It was probably inevitable. Journalists by instinct and trade are usually in the role of arguing for full disclosure of public information, fending off cautious government arguments for moderation and restraint, not the other way around. That instinct, and the pressure of competition, eventually won out. After all, the information is public, some reporters noted, and the city is using it for tenure decisions and evaluations. “It’s in the public interest,” said Trontz of The New York Times. “If we find the data is so completely botched, or riddled with errors that it would be unfair to release it, then we would have to think very long and hard about releasing it.”
The only holdout so far appears to be GothamSchools.org. “We plan to run a message saying why we are opposed to using the names,” said Elizabeth Green, editor of the site and author of a forthcoming book, Building a Better Teacher. “I want to treat schools with as much dignity as we treat restaurants. We don’t just splash grades A through F about restaurants in the paper without explanation. We do individual stories. To be fair.”
Perfection of the data is not the point, argues Arthur Browne, editorial page editor of the Daily News. The numbers, he said, will be “a net positive in terms of adding to the conversation about quality of teachers.”
But what about the quality of that conversation?
In New York City, schools coverage has been largely tethered to the corporate reformers’ agenda—mostly to a measuring tool for firing incompetents. Inadequate classroom teachers are without question a serious problem, as are the rules and systems that protect them. But it’s unwise to think that weeding out the weak will address other pressing challenges facing teachers and schools and students across the city—the huge dropout rate among a rapidly growing Hispanic population, for one example, or the absence of good preschools for the rising number of poor children, or state budget cuts that are gutting core services to schools, and on and on.

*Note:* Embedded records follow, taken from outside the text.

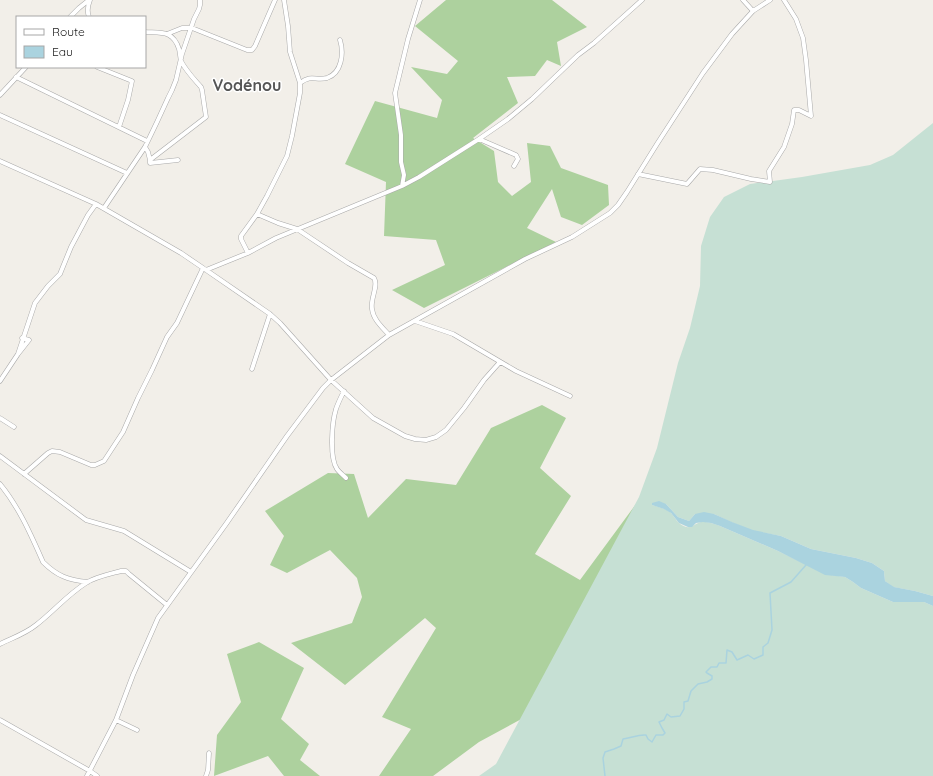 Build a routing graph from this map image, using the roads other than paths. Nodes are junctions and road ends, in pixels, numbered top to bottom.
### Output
1 (89, 0) edge
2 (200, 0) edge
3 (275, 0) edge
4 (284, 0) edge
5 (420, 0) edge
6 (642, 0) edge
7 (743, 0) edge
8 (770, 0) edge
9 (784, 0) edge
10 (753, 11) junction
11 (71, 16) edge
12 (88, 16) edge
13 (192, 28) junction
14 (146, 32) edge
15 (167, 34) junction
16 (340, 40) dead end
17 (181, 60) junction
18 (25, 68) edge
19 (100, 68) edge
20 (16, 77) junction
21 (300, 83) junction
22 (0, 95) edge
23 (0, 115) edge
24 (119, 127) junction
25 (479, 139) junction
26 (147, 141) junction
27 (145, 147) junction
28 (0, 160) edge
29 (150, 160) junction
30 (178, 160) dead end
31 (514, 166) dead end
32 (127, 173) junction
33 (638, 174) junction
34 (402, 186) junction
35 (96, 204) junction
36 (104, 208) junction
37 (257, 214) junction
38 (297, 229) junction
39 (248, 253) junction
40 (205, 269) junction
41 (270, 314) junction
42 (415, 320) junction
43 (389, 335) junction
44 (500, 362) junction
45 (252, 369) dead end
46 (331, 380) junction
47 (0, 381) edge
48 (344, 391) junction
49 (570, 396) dead end
50 (0, 418) edge
51 (14, 427) dead end
52 (0, 456) edge
53 (24, 474) junction
54 (346, 478) dead end
55 (0, 484) edge
56 (191, 572) junction
57 (88, 582) junction
58 (167, 606) junction
59 (0, 644) edge
60 (0, 720) edge
61 (116, 720) junction
62 (137, 730) dead end
63 (209, 753) dead end
64 (90, 771) junction
65 (87, 776) edge
66 (97, 776) edge
67 (206, 776) edge

1 - 11 street
1 - 12 street
2 - 13 street
3 - 13 street
4 - 21 street
5 - 34 street
6 - 25 street
7 - 10 street
8 - 10 street
9 - 33 street
10 - 33 street
13 - 15 street
13 - 17 street
14 - 15 street
15 - 17 street
16 - 21 street
17 - 26 street
17 - 29 street
18 - 20 street
19 - 24 street
20 - 22 street
20 - 24 street
21 - 37 street
23 - 32 street
24 - 26 street
25 - 31 street
25 - 34 street
26 - 27 street
27 - 29 street
27 - 32 street
28 - 35 street
29 - 30 street
32 - 36 street
33 - 42 street
34 - 38 street
35 - 36 street
35 - 47 street
36 - 40 street
37 - 38 street
37 - 39 street
38 - 39 street
38 - 43 street
39 - 40 street
40 - 41 street
40 - 53 street
41 - 45 street
41 - 46 street
42 - 43 street
42 - 44 street
43 - 46 street
44 - 48 street
44 - 49 street
46 - 48 street
46 - 56 street
48 - 54 street
50 - 51 street
52 - 53 street
53 - 56 street
55 - 57 street
56 - 58 street
57 - 58 street
57 - 59 street
58 - 61 street
60 - 64 street
61 - 62 street
61 - 64 street
63 - 67 street
64 - 65 street
64 - 66 street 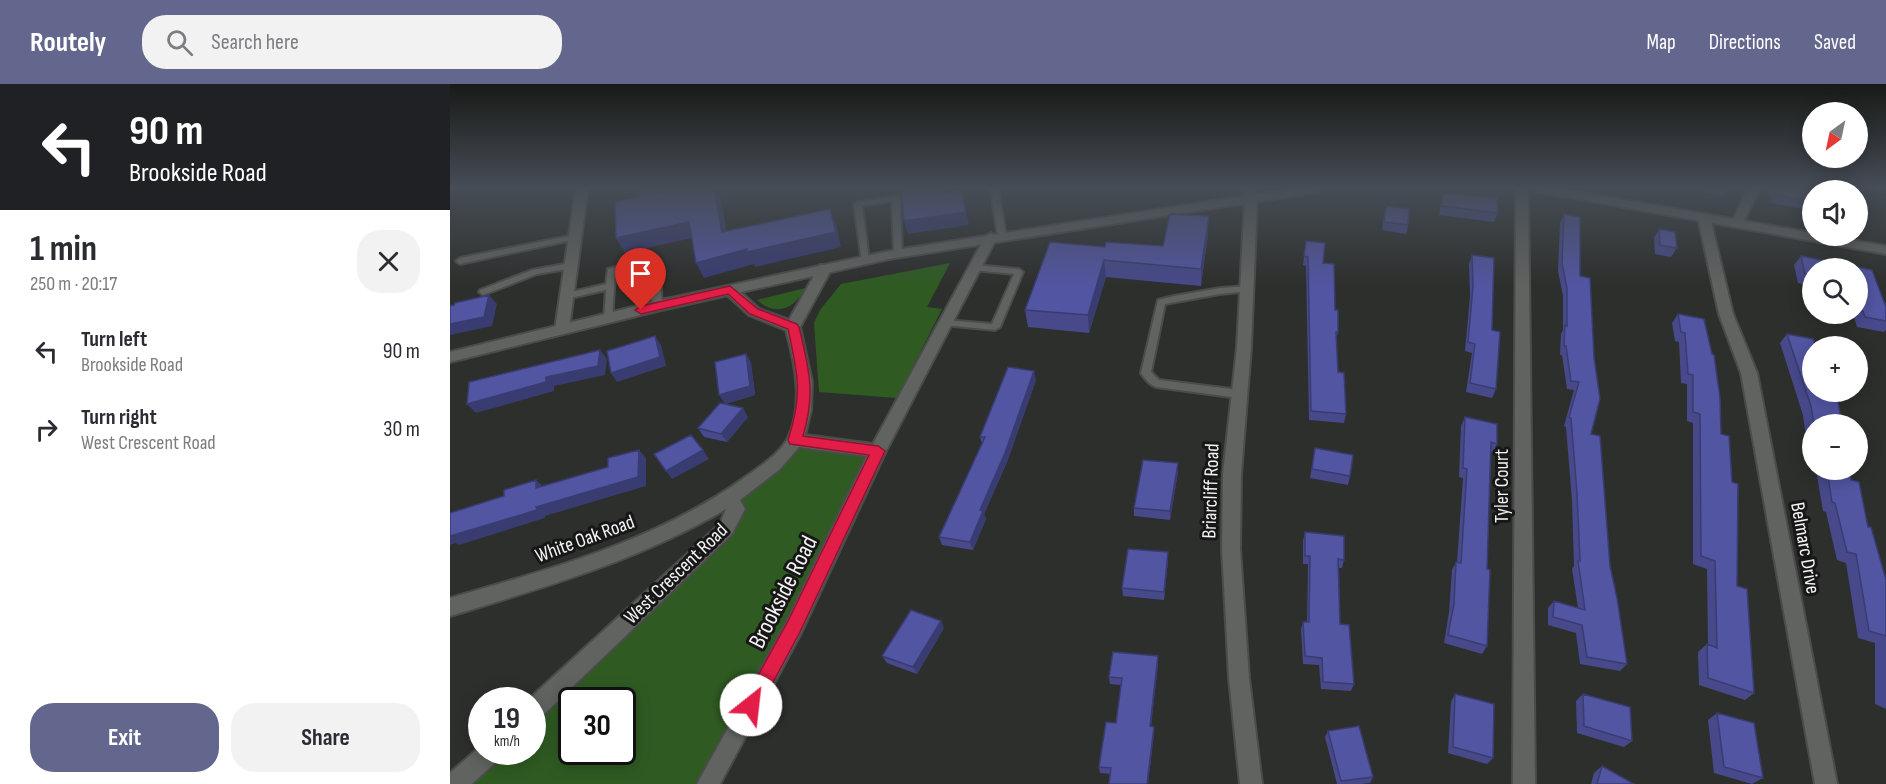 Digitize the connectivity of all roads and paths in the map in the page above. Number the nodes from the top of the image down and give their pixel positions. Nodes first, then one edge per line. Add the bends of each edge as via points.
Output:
1 (577, 221) edge
2 (860, 221) edge
3 (897, 221) edge
4 (996, 221) edge
5 (1091, 221) edge
6 (1249, 221) edge
7 (1522, 221) edge
8 (1705, 221) edge
9 (1719, 221) edge
10 (1739, 221) edge
11 (1737, 224) junction
12 (574, 237) junction
13 (997, 237) junction
14 (1886, 250) edge
15 (898, 253) junction
16 (865, 260) junction
17 (459, 261) dead end
18 (570, 266) junction
19 (825, 268) junction
20 (976, 268) junction
21 (610, 286) junction
22 (1247, 289) junction
23 (730, 290) junction
24 (483, 292) dead end
25 (567, 296) junction
26 (657, 306) junction
27 (609, 318) junction
28 (946, 323) junction
29 (793, 327) junction
30 (562, 329) junction
31 (450, 357) edge
32 (1239, 394) junction
33 (795, 440) junction
34 (878, 451) junction
35 (730, 500) junction
36 (450, 607) edge
37 (546, 698) edge
38 (475, 765) edge
39 (455, 784) edge
40 (708, 784) edge
41 (1251, 784) edge
42 (1524, 784) edge
43 (1826, 784) edge

1 - 12 street
2 - 16 lane
3 - 15 lane
4 - 13 lane
5 - 13 street
6 - 22 street, Briarcliff Road
7 - 42 street, Tyler Court
8 - 43 street, Belmarc Drive via 1726,314 1749,373
9 - 11 street
10 - 11 street
11 - 14 street
12 - 17 lane
12 - 18 street
13 - 15 street
13 - 20 street, Brookside Road
15 - 16 street
16 - 19 street
18 - 24 lane via 535,272
18 - 25 street
19 - 23 street
19 - 29 street
20 - 28 street, Brookside Road
20 - 28 lane via 1018,272 995,327
21 - 25 lane
21 - 26 lane via 610,271 655,260
21 - 27 lane
22 - 32 street, Briarcliff Road
22 - 32 lane via 1216,290 1161,302 1146,373 1156,383
23 - 26 street
23 - 29 street via 754,312
25 - 30 street
26 - 27 street
27 - 30 street
28 - 34 street, Brookside Road
29 - 33 street, West Crescent Road via 805,381 803,416
30 - 31 street
32 - 41 street, Briarcliff Road via 1232,474 1232,560
33 - 34 street
33 - 35 street, West Crescent Road via 775,463
34 - 40 street, Brookside Road via 794,627
35 - 36 street, White Oak Road via 602,561
35 - 37 street, West Crescent Road via 736,509 726,529
38 - 39 street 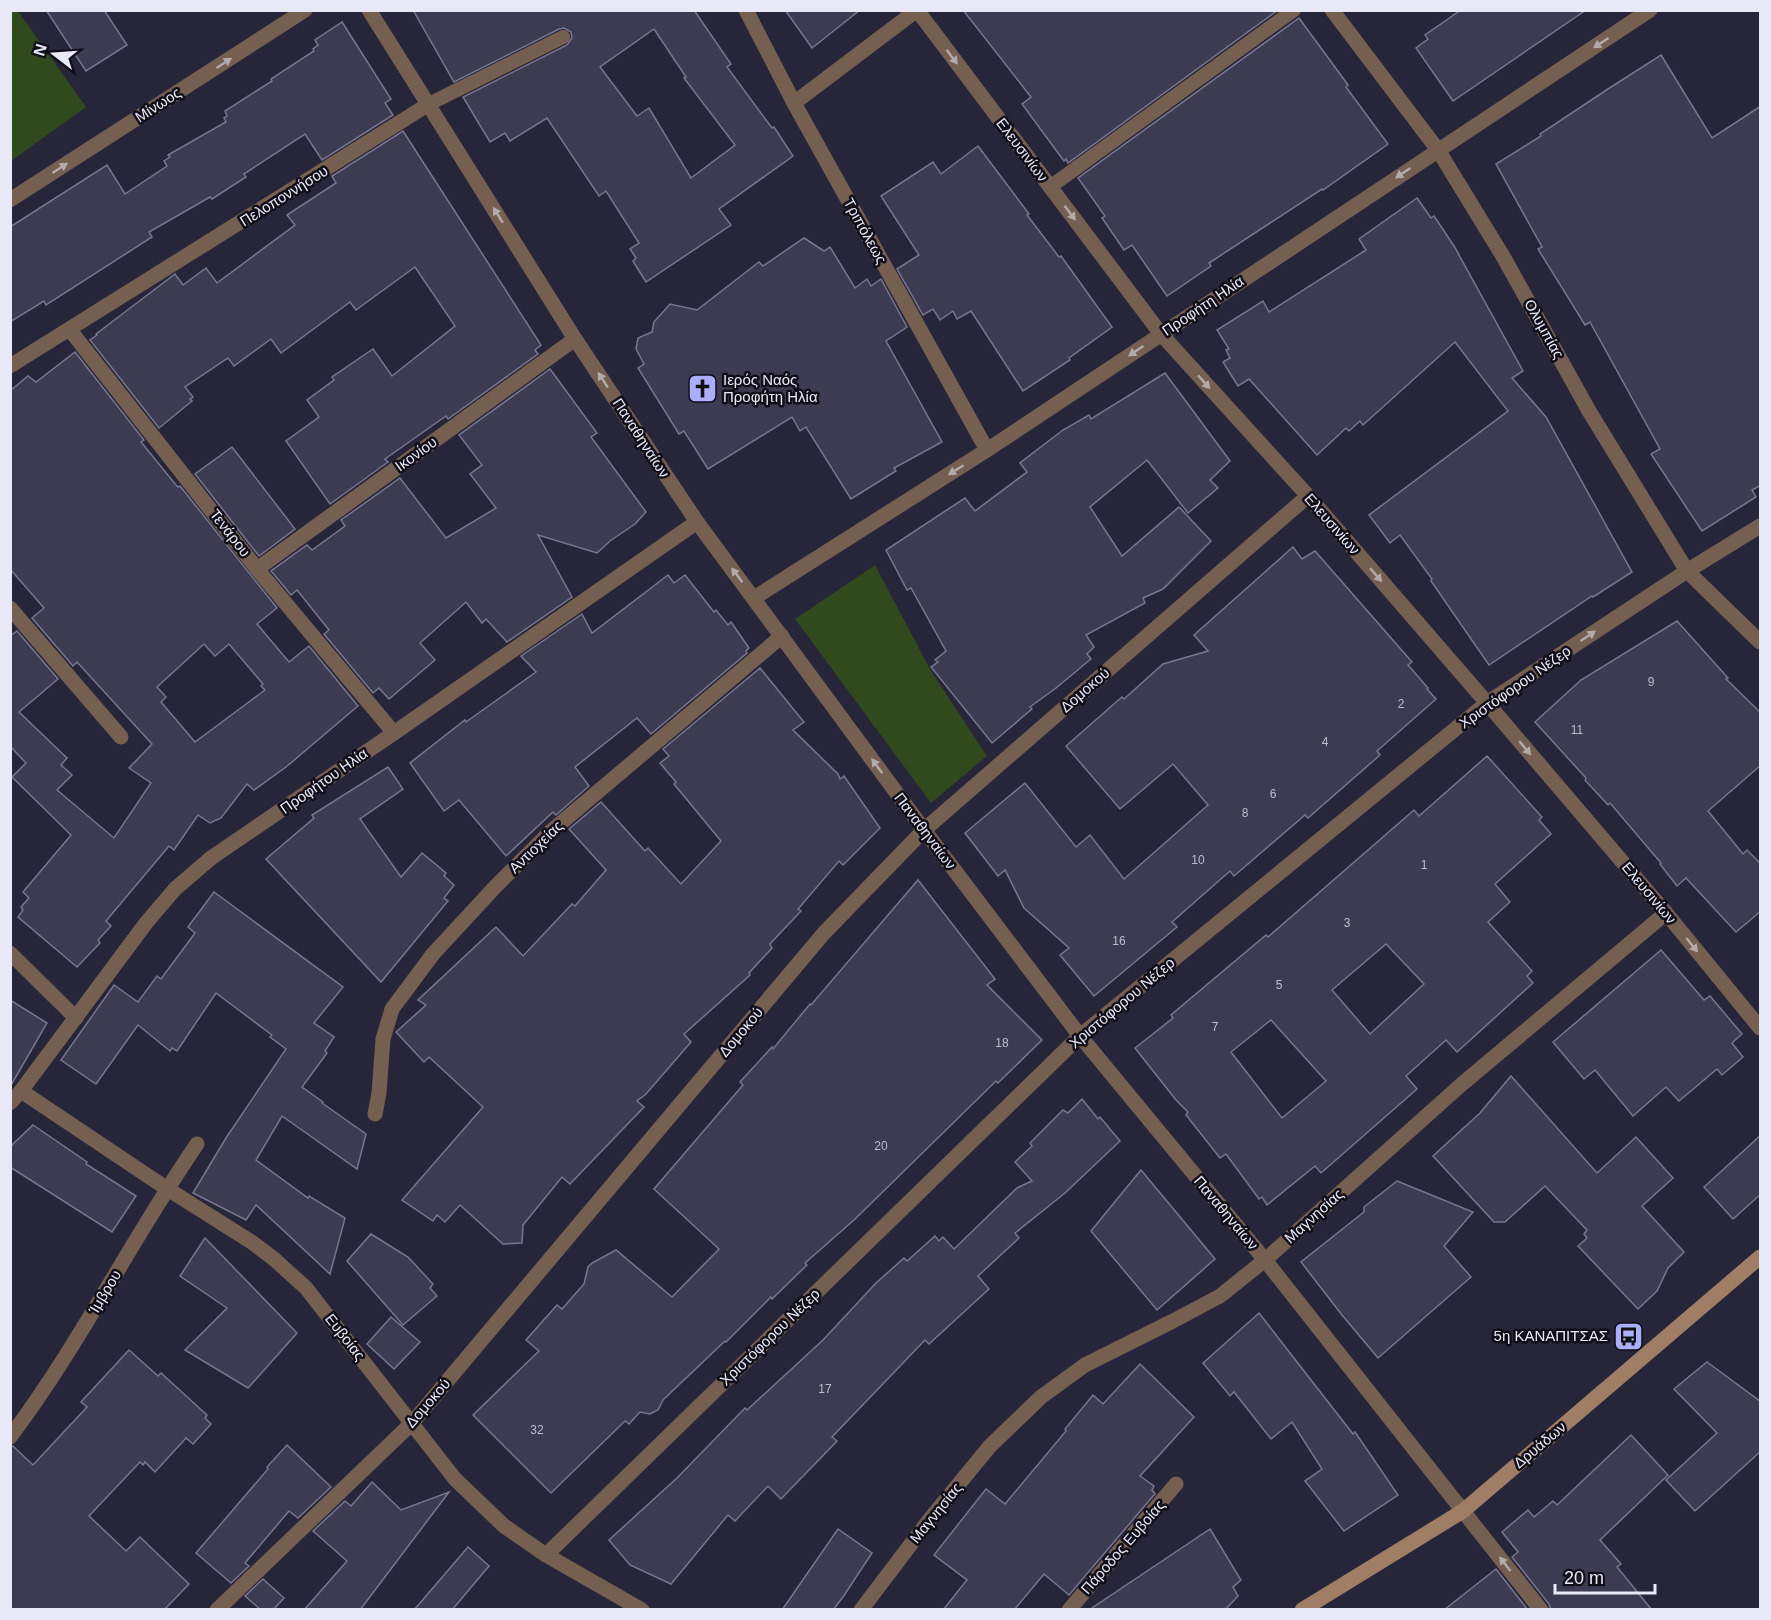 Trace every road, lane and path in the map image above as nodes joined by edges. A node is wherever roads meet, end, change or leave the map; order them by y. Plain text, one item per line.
1 (305, 10) edge
2 (369, 10) edge
3 (746, 10) edge
4 (1294, 10) edge
5 (1332, 10) edge
6 (1650, 10) edge
7 (917, 11) edge
8 (563, 37) dead end
9 (794, 103) junction
10 (429, 104) junction
11 (1438, 150) junction
12 (1050, 187) junction
13 (10, 200) edge
14 (70, 330) junction
15 (1161, 334) junction
16 (575, 339) junction
17 (10, 366) edge
18 (987, 450) junction
19 (1308, 496) junction
20 (697, 522) junction
21 (1761, 526) edge
22 (257, 569) junction
23 (1687, 571) junction
24 (754, 598) junction
25 (10, 609) edge
26 (782, 636) junction
27 (1761, 642) edge
28 (1487, 703) junction
29 (394, 733) junction
30 (121, 737) dead end
31 (924, 830) junction
32 (1666, 913) junction
33 (10, 953) edge
34 (76, 1018) junction
35 (1761, 1028) edge
36 (1080, 1036) junction
37 (21, 1091) junction
38 (10, 1103) edge
39 (375, 1114) dead end
40 (197, 1144) dead end
41 (166, 1188) junction
42 (1761, 1257) edge
43 (1265, 1260) junction
44 (412, 1423) junction
45 (10, 1437) edge
46 (1176, 1484) dead end
47 (1463, 1511) junction
48 (546, 1555) junction
49 (217, 1610) edge
50 (642, 1610) edge
51 (861, 1610) edge
52 (1069, 1610) edge
53 (1302, 1610) edge
54 (1541, 1610) edge

13 -> 1 street, Μίνωος
2 - 10 street, Παναθηναίων
3 - 9 street, Τριπόλεως
4 - 12 lane
5 - 11 street, Ολυμπίας
6 -> 11 street, Προφήτη Ηλία
7 - 9 street
7 -> 12 street, Ελευσινίων
8 - 10 lane, Πελοποννήσου
9 - 18 street, Τριπόλεως
10 - 14 street, Πελοποννήσου
16 -> 10 street, Παναθηναίων
11 -> 15 street, Προφήτη Ηλία
11 - 23 street, Ολυμπίας
12 -> 15 street, Ελευσινίων
14 - 17 street, Πελοποννήσου
14 - 22 street, Τενάρου
15 -> 18 street, Προφήτη Ηλία
15 -> 19 street, Ελευσινίων
20 -> 16 street, Παναθηναίων
16 - 22 street, Ικονίου
18 -> 24 street, Προφήτη Ηλία
19 -> 28 street, Ελευσινίων
19 - 31 street, Δομοκού
24 -> 20 street, Παναθηναίων
20 - 29 street, Προφήτου Ηλία
21 - 23 street, Χριστόφορου Νέζερ
22 - 29 street, Τενάρου
23 - 27 street, Ολυμπίας
28 -> 23 street, Χριστόφορου Νέζερ
24 - 26 street, Παναθηναίων
25 - 30 street
31 -> 26 street, Παναθηναίων
26 - 39 street, Αντιοχείας
28 -> 32 street, Ελευσινίων
28 - 36 street, Χριστόφορου Νέζερ
29 - 34 street, Προφήτου Ηλία
31 - 36 street, Παναθηναίων
31 - 44 street, Δομοκού
32 -> 35 street, Ελευσινίων
32 - 43 street, Μαγνησίας
33 - 34 street
34 - 37 street, Προφήτου Ηλία
36 - 43 street, Παναθηναίων
36 - 48 street, Χριστόφορου Νέζερ
37 - 38 street, Προφήτου Ηλία
37 - 41 street, Ευβοίας
40 - 41 street, Ίμβρου
41 - 44 street, Ευβοίας
41 - 45 street, Ίμβρου
42 - 47 street, Δρυάδων
43 - 47 street, Παναθηναίων
43 - 51 street, Μαγνησίας
44 - 48 street, Ευβοίας
44 - 49 street, Δομοκού
46 - 52 street, Πάροδος Ευβοίας
47 - 53 street, Δρυάδων
54 -> 47 street, Παναθηναίων
48 - 50 street, Ευβοίας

I don’t happen to know any education reporters who were drawn to this complex beat in order to pore over spreadsheets, or score an interview with Bill Gates as an education expert. Most pine for more time to spend in classrooms, in science projects with preschoolers, in rapt discussions with teachers or principals or parents. Most are inspired by education’s expansive connections to culture, science, politics, and the world of ideas. The best education reporters are skilled at the invaluable art of connecting the dots for readers between policy from on high and reality in the classroom. Yet education reporters have increasingly found themselves herded toward a narrow agenda that reflects the corporate-style views of the new reformers, pulling them farther and farther away from the rich and messy heart and soul of education.
In February came a new website called the “Media Bullpen,” which, unfortunately, has the potential to help ensure that the conversation about school improvement will continue to revolve around a predictable script. This new watchdog newsroom plans to rate dozens of education stories daily using baseball metaphors—from strikeouts to homeruns.
The site is run by the Center for Education Reform, a DC-based advocacy group dedicated for the last eighteen years to promoting charter schools, and funded by the Walton family and the Bradley family, among others, including a $275,000 grant from the ubiquitous Gates Foundation. Time will tell whether the Bullpen will use its influence to expand the democratic conversation about schools, or merely bully the press by trying to call all the pitches.
Early signs are discouraging. A job posting for managing editor said its ideal candidate would be a “passionate advocate for education reform.” And we know what that means.